Wenn Selbstwirksamkeit vorhanden ist, fühlen wir uns weniger ausgeliefert. Stress wird als bewältigbar erlebt, nicht als überwältigend. Hoffnung entsteht dann nicht aus bloßem Optimismus, sondern aus tatsächlich vorhandenem Handlungsspielraum. Dauerhafter Konsum von schlechten Nachrichten aus weit entfernten Regionen kann dieses Erleben jedoch untergraben. Wir nehmen Leid, Tragödien und menschlichen Schmerz wahr, ohne eine Möglichkeit zu haben, wirksam darauf zu reagieren. Auf Dauer kann das zu Erschöpfung, Resignation oder depressiver Stimmung führen – besonders in sensiblen Phasen wie dem Jahresende.

Resilienz bedeutet nicht Abstumpfung

Wichtig ist: Resilient zu sein heißt nicht, gefühllos zu werden oder wegzuschauen. Es bedeutet vielmehr, eine Balance zwischen Mitgefühl und Selbstschutz zu finden. Mitgefühl ohne Handlungsmöglichkeit erschöpft. Mitgefühl, das von Selbstwirksamkeit begleitet wird – also dem Wissen, dass wir tatsächlich etwas bewirken können – stärkt uns.

Gerade vor Weihnachten darf deshalb eine zentrale Frage in den Vordergrund rücken:
Wo in unserem Leben sind wir tatsächlich wirksam?

Das kann im eigenen Umfeld sein, in Beziehungen, im Alltag – dabei reichen schon kurze, überschaubare Interaktionen wie bewusstes Hinhören „Möchtest du darüber reden?“, ein kleiner Gefallen „Willst du, dass ich dir dabei helfe?“ oder einfach ein ermutigendes „Du schaffst das!“.

Unser psychisches System gewinnt durch diese Form von gelebter Wirksamkeit Stabilität und Kraft.

Bewusster Umgang mit Nachrichten als Akt der Selbstfürsorge

Sich bewusst vom ständigen Konsum belastender Nachrichten – oft auch „Doomscrolling“ genannt – abzugrenzen, ist kein Zeichen von Gleichgültigkeit, sondern von gelebter Selbstverantwortung.
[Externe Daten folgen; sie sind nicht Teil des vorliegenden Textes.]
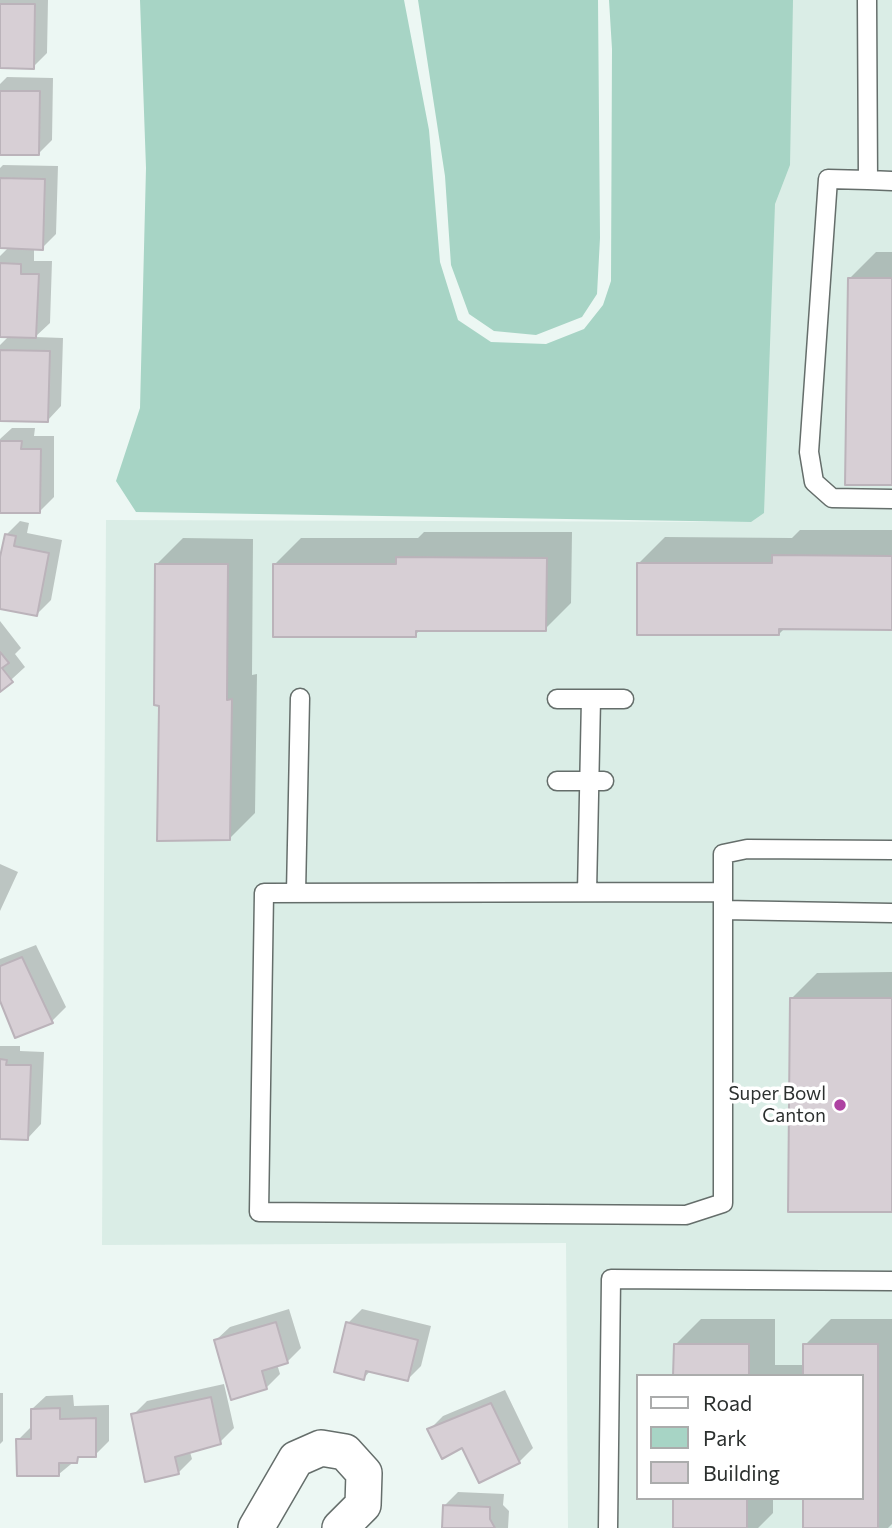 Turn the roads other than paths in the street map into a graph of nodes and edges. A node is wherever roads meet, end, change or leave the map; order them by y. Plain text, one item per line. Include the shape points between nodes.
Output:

Wer seine eigene psychische Stabilität schützt, bewahrt auch die Fähigkeit zu Mitgefühl, ohne abstumpfen zu müssen. Unsere Resilienz wächst, wenn wir uns auf das fokussieren, was wir tatsächlich beeinflussen können, statt alles gleichzeitig ertragen zu müssen.

Gerade in der Vorweihnachtszeit kann es hilfreich sein, den Blick wieder enger zu ziehen und sich auf das zu konzentrieren, was wir selbst gestalten können: eine Tasse Tee für einen gestressten Kollegen zubereiten, ein gemeinsames Abendessen mit der Familie genießen, die Wohnung weihnachtlich schmücken oder jemandem eine kleine Nachricht der Wertschätzung schicken. Wenn wir Selbstwirksamkeit tatsächlich spüren und leben, kehren Ruhe, Zuversicht und innere Kraft zurück.
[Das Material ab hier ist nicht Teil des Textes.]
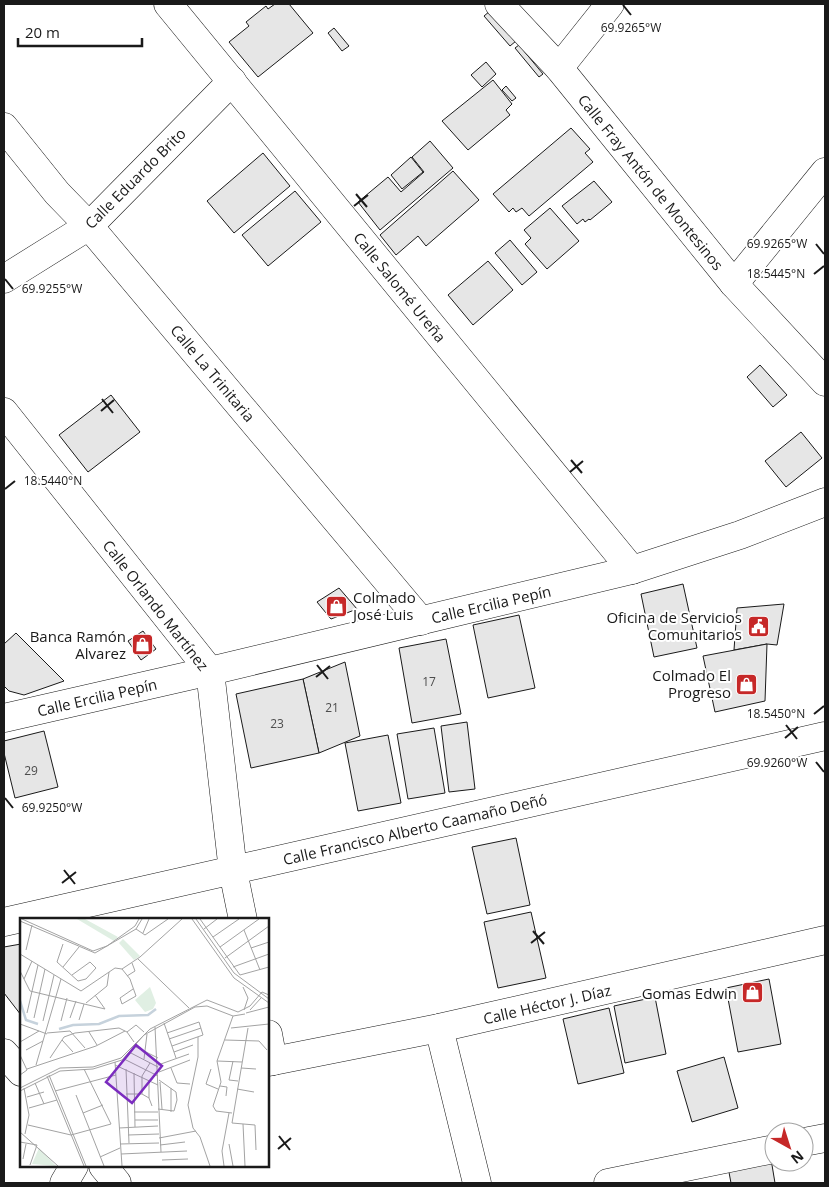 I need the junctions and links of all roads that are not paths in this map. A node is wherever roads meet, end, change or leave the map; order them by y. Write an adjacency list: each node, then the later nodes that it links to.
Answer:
1 (168, 4): 5 (street, Calle Salomé Ureña)
2 (499, 4): 4 (street, Calle Fray Antón de Montesinos)
3 (610, 4): 4 (street)
4 (559, 68): 10 (street, Calle Fray Antón de Montesinos)
5 (232, 81): 8 (street, Calle Eduardo Brito); 14 (street, Calle Salomé Ureña)
6 (4, 127): 8 (street, Calle La Trinitaria)
7 (825, 172): 10 (street)
8 (89, 226): 9 (street, Calle Eduardo Brito); 15 (street, Calle La Trinitaria)
9 (4, 279)
10 (734, 284): 11 (street, Calle Fray Antón de Montesinos)
11 (825, 382)
12 (4, 412): 16 (street, Calle Orlando Martínez)
13 (825, 502): 14 (street, Calle Ercilia Pepín)
14 (632, 570): 15 (street, Calle Ercilia Pepín)
15 (421, 621): 16 (street, Calle Ercilia Pepín)
16 (210, 670): 17 (street, Calle Ercilia Pepín); 19 (street, Calle Orlando Martínez)
17 (8, 710)
18 (825, 736): 19 (street, Calle Francisco Alberto Caamaño Deñó)
19 (233, 871): 21 (street, Calle Francisco Alberto Caamaño Deñó); 22 (street, Calle Orlando Martínez)
20 (20, 918): 23 (street, Calle Francisco Alberto Caamaño Deñó)
21 (22, 918)
22 (243, 918)
23 (4, 922)
24 (825, 940): 25 (street, Calle Héctor J. Díaz)
25 (439, 1028): 28 (street, Calle Héctor J. Díaz); 35 (street)
26 (269, 1048): 28 (street)
27 (4, 1053): 29 (street)
28 (270, 1061)
29 (20, 1071)
30 (764, 1151): 36 (street)
31 (73, 1167): 33 (street)
32 (104, 1167): 34 (street)
33 (64, 1183)
34 (117, 1183)
35 (477, 1183)
36 (608, 1183)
Wichtig: Selbstwirksamkeit entsteht nicht im Großen, sondern im Alltäglichen – dort, wo wir uns nicht ohnmächtig fühlen, sondern am eigenen Leben beteiligt sind. In dieser Erfahrung liegt eine ruhige, beständige Kraft. Und genau sie ist ein wesentlicher Baustein von Resilienz.